• [Task description]: Please return all lines in the listing holding the word "street".

• [The data]:
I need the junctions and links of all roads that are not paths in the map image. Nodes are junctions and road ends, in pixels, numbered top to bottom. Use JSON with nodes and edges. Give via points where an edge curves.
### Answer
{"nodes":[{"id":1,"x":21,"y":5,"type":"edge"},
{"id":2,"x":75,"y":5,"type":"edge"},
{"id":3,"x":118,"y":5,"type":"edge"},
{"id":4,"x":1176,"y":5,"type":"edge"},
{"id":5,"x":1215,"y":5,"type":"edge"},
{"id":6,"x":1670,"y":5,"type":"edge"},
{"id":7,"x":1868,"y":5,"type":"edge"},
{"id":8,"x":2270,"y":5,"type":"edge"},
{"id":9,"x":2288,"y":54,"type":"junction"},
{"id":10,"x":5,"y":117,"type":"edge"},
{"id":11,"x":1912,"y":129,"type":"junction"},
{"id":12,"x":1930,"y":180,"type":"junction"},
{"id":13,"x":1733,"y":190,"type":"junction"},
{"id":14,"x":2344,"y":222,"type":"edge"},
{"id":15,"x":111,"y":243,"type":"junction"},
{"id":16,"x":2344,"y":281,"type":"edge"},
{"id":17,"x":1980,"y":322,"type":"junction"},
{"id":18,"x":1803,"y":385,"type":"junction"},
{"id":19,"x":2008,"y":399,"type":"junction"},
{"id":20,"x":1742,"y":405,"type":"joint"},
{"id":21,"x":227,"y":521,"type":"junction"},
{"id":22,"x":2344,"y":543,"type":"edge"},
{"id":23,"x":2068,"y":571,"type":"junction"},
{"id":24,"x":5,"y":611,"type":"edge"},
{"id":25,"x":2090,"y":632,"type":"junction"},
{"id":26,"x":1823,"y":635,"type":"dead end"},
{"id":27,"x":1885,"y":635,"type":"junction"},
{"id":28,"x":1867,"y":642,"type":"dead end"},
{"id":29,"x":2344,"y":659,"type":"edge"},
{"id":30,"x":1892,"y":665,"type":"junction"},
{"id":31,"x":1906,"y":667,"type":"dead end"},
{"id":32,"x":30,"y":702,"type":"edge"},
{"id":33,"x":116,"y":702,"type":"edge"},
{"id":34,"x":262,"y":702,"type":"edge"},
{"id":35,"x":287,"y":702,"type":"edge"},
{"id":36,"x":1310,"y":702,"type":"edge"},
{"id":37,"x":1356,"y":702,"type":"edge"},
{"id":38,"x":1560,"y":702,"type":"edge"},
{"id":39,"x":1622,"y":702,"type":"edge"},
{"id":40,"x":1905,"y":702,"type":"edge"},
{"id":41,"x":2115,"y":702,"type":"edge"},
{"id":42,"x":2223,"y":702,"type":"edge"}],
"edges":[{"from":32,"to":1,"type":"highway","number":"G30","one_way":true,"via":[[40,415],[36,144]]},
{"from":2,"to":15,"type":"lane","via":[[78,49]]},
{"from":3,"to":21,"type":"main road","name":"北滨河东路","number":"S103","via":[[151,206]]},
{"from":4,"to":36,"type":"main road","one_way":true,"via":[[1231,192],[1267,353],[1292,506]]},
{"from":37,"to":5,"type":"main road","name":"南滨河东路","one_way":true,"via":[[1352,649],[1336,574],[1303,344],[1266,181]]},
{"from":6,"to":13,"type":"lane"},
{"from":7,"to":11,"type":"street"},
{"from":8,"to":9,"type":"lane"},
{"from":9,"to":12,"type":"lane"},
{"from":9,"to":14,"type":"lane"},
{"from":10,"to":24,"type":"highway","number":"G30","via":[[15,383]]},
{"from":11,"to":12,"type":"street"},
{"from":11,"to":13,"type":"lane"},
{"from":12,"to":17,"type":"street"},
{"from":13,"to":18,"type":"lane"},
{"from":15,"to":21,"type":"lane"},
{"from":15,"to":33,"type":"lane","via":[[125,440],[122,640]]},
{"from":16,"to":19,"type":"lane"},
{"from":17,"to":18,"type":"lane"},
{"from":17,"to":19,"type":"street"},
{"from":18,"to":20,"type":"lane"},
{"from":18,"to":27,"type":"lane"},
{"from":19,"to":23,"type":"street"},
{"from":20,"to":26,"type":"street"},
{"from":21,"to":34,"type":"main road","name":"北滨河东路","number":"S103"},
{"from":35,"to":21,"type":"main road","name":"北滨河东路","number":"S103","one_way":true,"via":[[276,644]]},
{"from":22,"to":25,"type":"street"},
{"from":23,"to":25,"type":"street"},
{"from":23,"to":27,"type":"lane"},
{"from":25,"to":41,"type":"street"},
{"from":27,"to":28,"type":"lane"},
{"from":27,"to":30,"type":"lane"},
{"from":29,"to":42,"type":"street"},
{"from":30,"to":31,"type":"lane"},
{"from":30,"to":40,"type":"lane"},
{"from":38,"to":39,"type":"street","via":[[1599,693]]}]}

• [Written response]:
{"from":7,"to":11,"type":"street"},
{"from":11,"to":12,"type":"street"},
{"from":12,"to":17,"type":"street"},
{"from":17,"to":19,"type":"street"},
{"from":19,"to":23,"type":"street"},
{"from":20,"to":26,"type":"street"},
{"from":22,"to":25,"type":"street"},
{"from":23,"to":25,"type":"street"},
{"from":25,"to":41,"type":"street"},
{"from":29,"to":42,"type":"street"},
{"from":38,"to":39,"type":"street","via":[[1599,693]]}]}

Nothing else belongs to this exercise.